Karla, de 25 años, lleva dos años tratando de conseguir justicia. Sufrió tres intentos de asesinato, insultos y golpizas por parte de su expareja. Presentaron pericias médicas y psicológicas, pero él fue absuelto; la demandó y ganó el proceso de regulación de visitas.
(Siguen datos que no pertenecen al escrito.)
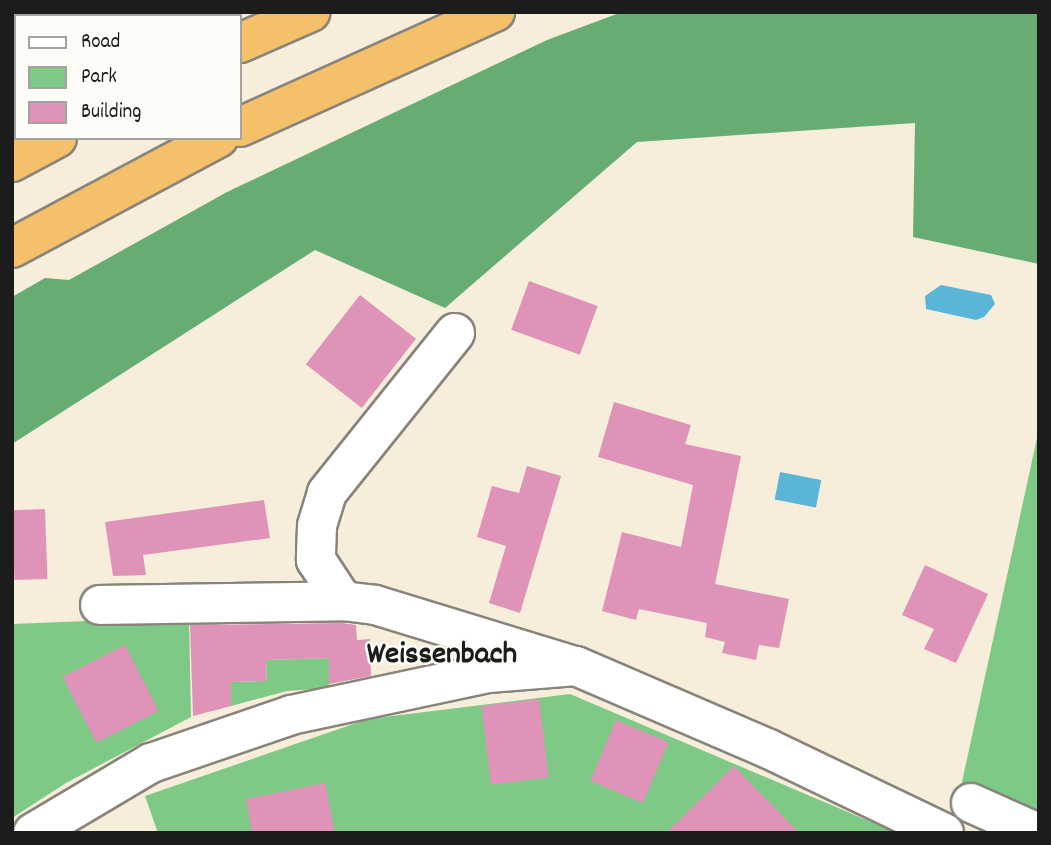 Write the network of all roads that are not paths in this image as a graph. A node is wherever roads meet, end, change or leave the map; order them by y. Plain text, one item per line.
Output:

Ella apeló para que él se someta a tratamiento psicológico, mientras que huye con su hija porque teme por la vida de ambas

Aunque las unidades judiciales de la zona 8, que comprende Guayaquil, Daule y Samborondón, aún no nos entregan las cifras de las denuncias, en enero la ministra María Paula Romo señaló que las muertes por violencia doméstica (53%) superan a las causadas por violencia criminal (47%)

En el 2018, el Departamento de Violencia Intrafamiliar (Devif) de la Policía, conoció 26.500 casos en la zona 8, pero el 39% no fue atendido

Se deben hacer los ajustes necesarios para dar una mejor respuesta a las denuncias de maltrato intrafamiliar y evitar que deriven en asesinato. (O)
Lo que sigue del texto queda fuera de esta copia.